◆ RECORDS SHOWN:
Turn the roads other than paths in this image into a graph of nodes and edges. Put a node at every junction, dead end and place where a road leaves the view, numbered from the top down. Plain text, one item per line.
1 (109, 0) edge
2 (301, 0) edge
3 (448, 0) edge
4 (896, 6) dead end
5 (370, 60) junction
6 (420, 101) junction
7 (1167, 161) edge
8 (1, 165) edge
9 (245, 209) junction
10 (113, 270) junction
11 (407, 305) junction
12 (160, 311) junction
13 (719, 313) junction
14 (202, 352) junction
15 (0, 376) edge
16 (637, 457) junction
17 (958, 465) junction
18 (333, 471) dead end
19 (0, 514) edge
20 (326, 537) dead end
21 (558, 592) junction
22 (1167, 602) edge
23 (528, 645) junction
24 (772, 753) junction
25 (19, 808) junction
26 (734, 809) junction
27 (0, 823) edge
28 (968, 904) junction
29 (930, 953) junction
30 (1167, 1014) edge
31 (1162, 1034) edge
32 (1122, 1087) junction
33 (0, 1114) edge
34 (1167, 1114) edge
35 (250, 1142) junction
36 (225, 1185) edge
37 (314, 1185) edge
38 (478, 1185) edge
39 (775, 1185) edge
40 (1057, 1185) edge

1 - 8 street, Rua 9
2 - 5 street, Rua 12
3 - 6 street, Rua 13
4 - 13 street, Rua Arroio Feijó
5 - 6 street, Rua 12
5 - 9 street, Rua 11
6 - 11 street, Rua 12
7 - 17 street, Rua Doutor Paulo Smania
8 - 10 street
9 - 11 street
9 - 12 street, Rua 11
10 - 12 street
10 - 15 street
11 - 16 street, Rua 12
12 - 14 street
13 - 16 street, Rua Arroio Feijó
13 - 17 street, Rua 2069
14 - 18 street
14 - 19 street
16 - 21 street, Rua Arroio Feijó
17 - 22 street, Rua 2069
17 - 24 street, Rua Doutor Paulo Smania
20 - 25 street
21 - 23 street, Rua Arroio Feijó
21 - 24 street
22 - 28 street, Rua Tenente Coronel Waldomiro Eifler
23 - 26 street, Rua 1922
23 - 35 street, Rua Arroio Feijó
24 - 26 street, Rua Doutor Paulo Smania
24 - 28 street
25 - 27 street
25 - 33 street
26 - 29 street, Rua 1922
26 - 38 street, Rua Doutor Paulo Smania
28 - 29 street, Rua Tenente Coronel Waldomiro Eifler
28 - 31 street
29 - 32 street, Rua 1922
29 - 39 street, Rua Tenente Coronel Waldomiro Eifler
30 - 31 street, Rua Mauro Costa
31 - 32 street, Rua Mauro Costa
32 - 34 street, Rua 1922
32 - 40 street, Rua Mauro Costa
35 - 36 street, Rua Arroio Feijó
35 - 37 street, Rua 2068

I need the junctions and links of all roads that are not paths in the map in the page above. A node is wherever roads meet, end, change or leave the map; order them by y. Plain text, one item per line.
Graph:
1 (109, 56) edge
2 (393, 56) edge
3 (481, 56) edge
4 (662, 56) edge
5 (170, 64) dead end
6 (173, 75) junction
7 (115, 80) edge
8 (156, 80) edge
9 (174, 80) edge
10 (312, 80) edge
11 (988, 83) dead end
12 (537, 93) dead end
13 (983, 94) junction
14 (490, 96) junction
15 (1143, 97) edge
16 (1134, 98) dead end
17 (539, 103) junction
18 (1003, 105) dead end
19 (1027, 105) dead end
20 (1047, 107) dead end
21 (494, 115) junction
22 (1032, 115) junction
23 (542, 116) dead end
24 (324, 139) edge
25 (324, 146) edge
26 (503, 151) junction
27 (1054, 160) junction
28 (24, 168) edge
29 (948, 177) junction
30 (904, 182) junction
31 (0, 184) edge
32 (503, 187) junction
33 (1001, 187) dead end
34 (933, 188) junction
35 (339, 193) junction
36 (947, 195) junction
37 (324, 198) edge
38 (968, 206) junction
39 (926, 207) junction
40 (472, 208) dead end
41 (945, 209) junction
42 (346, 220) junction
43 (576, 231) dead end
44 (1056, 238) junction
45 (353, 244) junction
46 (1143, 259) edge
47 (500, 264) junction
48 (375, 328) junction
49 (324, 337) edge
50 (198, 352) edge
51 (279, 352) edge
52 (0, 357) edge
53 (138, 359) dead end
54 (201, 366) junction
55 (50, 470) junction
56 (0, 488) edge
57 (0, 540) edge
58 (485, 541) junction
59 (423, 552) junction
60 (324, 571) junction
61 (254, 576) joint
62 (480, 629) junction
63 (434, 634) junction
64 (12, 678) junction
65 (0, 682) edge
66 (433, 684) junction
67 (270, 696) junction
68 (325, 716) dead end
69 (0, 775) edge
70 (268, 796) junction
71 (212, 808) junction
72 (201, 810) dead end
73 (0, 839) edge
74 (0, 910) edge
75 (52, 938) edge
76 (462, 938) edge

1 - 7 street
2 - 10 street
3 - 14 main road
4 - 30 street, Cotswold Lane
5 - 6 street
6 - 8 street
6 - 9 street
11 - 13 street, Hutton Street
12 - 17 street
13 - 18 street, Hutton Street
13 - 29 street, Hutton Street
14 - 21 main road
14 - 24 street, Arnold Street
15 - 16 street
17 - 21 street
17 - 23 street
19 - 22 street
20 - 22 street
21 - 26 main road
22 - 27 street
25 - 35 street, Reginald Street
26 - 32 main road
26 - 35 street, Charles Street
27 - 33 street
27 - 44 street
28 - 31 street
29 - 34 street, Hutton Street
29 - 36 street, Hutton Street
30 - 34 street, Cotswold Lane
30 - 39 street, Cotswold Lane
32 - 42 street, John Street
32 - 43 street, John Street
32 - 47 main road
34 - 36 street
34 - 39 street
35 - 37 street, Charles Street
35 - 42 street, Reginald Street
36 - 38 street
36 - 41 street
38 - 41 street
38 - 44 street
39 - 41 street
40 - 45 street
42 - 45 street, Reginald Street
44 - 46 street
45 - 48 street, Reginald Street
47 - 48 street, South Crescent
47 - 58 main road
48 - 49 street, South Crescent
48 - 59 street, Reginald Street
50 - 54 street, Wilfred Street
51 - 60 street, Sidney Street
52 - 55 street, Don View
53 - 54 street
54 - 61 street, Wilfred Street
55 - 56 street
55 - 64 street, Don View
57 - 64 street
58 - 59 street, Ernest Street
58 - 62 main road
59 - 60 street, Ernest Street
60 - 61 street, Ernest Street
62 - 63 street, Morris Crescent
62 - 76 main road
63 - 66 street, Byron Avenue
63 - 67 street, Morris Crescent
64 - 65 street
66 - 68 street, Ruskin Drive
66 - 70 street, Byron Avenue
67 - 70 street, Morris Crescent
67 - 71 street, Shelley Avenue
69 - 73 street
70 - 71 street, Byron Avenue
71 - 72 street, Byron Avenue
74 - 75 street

◆ YOUR GOAL: Across the entries above, find each line with the word "item" and please copy it out.

◆ TASK RESULT:
Turn the roads other than paths in this image into a graph of nodes and edges. Put a node at every junction, dead end and place where a road leaves the view, numbered from the top down. Plain text, one item per line.
I need the junctions and links of all roads that are not paths in the map in the page above. A node is wherever roads meet, end, change or leave the map; order them by y. Plain text, one item per line.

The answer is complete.